3. Holding the action of the Tahsildar to be without jurisdiction, I accept the petition and quash the impugned order. The petitioner shall have her costs of the proceedings from the respondent State. Counsel’s fee Rs.100/-.”
9. In this context, it is necessary to look into Section 33-A of the Indian Stamp Act, which is extracted hereunder:-
33-A. Recovery of deficit stamp duty- (1) Notwithstanding anything contained in section 33 or in any other provisions of this Act, if, after the registration of any instrument under the Registration Act, 1908 (Central Act XVI of 1908), it is found that the proper stamp duty payable under this Act in respect of such instrument has not been paid or has been insufficiently paid, such duty or the deficit, as the case may be, may, on a certificate from the Registrar of the district under the Registration Act, 1908 (Central Act XVI of 1908) be recovered from the person liable to pay the duty, as an arrear of land revenue.

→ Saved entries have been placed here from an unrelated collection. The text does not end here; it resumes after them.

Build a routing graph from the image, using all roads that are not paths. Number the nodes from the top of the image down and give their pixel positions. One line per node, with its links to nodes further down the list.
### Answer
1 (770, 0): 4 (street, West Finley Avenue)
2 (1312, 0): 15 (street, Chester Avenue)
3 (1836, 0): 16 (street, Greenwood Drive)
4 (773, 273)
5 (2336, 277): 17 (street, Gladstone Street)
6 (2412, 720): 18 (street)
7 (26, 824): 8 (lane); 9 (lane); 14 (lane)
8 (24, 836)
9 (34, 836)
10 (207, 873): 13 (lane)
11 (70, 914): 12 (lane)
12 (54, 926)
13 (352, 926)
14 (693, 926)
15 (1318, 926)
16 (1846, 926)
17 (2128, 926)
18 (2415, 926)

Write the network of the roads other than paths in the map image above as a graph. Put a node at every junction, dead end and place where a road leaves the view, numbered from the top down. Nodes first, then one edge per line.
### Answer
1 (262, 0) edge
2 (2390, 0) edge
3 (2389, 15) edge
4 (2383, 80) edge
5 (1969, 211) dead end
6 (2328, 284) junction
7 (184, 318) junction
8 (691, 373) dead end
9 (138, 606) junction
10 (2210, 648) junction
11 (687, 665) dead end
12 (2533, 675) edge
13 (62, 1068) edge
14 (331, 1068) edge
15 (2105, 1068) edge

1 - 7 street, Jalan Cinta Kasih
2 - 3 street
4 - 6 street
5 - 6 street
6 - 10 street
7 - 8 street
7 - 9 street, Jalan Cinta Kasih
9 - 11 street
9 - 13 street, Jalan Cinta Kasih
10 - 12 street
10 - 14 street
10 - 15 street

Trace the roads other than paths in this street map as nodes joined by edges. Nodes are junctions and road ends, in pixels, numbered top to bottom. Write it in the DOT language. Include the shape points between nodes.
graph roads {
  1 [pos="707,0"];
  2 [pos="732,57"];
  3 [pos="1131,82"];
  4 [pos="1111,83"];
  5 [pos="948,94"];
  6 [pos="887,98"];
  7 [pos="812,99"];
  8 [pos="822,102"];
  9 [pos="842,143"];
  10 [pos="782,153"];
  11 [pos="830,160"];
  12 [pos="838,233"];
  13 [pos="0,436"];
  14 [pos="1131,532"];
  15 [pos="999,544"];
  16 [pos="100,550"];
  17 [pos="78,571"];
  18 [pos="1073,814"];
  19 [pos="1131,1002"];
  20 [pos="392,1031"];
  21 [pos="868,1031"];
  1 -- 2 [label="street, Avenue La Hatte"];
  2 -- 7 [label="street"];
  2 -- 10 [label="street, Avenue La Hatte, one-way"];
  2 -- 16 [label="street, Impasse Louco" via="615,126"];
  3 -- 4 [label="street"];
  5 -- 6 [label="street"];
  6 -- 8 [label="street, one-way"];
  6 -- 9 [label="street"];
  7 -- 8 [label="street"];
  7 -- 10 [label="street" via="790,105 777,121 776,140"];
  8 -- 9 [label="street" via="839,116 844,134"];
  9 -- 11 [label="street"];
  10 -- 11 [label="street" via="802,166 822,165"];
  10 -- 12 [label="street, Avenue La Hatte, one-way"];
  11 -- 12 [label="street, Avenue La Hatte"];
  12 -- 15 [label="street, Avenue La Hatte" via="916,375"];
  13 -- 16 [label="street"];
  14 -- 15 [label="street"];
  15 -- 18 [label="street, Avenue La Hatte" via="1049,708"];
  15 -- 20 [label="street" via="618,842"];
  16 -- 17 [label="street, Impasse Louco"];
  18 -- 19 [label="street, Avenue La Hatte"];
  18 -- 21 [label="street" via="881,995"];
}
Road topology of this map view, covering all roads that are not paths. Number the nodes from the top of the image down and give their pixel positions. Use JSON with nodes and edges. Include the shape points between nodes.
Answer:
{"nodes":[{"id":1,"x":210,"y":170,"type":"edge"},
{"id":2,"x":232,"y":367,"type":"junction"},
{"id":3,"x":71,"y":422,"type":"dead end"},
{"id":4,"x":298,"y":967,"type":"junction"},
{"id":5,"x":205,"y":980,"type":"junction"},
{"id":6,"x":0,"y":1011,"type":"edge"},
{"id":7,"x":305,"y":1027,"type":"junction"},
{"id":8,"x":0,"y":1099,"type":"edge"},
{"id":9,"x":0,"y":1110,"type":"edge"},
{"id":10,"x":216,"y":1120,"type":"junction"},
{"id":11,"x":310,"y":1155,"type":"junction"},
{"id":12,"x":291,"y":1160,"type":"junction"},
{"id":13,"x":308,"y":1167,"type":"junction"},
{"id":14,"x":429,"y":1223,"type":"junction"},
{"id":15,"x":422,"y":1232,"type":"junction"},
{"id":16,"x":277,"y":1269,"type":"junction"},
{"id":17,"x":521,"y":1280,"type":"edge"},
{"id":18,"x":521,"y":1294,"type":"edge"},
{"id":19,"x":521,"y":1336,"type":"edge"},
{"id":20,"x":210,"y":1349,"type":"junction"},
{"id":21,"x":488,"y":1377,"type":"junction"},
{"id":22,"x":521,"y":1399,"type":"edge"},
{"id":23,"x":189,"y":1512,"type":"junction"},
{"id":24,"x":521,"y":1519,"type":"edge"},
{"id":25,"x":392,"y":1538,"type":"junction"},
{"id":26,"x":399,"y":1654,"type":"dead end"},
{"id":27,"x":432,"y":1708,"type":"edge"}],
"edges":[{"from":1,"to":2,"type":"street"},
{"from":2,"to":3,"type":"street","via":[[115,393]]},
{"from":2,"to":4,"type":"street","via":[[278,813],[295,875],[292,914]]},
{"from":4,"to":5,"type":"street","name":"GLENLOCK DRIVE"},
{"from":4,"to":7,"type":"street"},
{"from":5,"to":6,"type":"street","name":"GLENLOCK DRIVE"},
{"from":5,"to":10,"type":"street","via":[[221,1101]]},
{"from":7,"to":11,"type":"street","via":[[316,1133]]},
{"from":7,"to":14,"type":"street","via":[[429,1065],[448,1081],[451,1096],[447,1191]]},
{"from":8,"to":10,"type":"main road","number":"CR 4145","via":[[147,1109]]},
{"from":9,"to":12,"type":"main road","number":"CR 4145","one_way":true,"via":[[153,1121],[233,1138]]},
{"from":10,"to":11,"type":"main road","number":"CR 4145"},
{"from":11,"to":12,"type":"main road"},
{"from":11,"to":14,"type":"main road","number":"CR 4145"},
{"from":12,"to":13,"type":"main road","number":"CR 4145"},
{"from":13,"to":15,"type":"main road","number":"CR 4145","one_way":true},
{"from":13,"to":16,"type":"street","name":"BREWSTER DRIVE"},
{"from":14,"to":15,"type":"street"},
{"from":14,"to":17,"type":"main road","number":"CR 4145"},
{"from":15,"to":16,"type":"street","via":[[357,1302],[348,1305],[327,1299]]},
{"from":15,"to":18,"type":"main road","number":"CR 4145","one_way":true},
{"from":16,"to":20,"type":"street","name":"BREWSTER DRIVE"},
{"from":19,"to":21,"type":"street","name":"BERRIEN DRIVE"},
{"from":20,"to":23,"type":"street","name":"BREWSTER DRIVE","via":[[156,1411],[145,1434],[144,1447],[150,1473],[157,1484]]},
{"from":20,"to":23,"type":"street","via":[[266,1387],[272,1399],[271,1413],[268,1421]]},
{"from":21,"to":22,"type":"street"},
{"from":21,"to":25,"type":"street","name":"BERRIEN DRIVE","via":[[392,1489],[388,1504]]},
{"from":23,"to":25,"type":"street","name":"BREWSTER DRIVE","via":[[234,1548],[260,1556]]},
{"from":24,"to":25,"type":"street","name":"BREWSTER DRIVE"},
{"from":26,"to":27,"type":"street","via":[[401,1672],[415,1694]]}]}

Provided that no such certificate shall be granted unless due inquiry is made and such person is given an opportunity of being heard;
Provided further that no such inquiry shall be commenced after the expiry of three years from the date of registration of the instrument.
(2) The Certificate of the Registrar of the District under sub-section (1) shall, subject only to appeal under sub-section (3), be final and shall not be called in question in any court or before any authority.
(3) Any person aggrieved by a certificate of the Registrar of the district under sub-section (1) may appeal to the Chief Controlling Revenue Authority. Any such appeal shall be preferred within such time, and shall be heard and disposed of in such manner, as may be prescribed.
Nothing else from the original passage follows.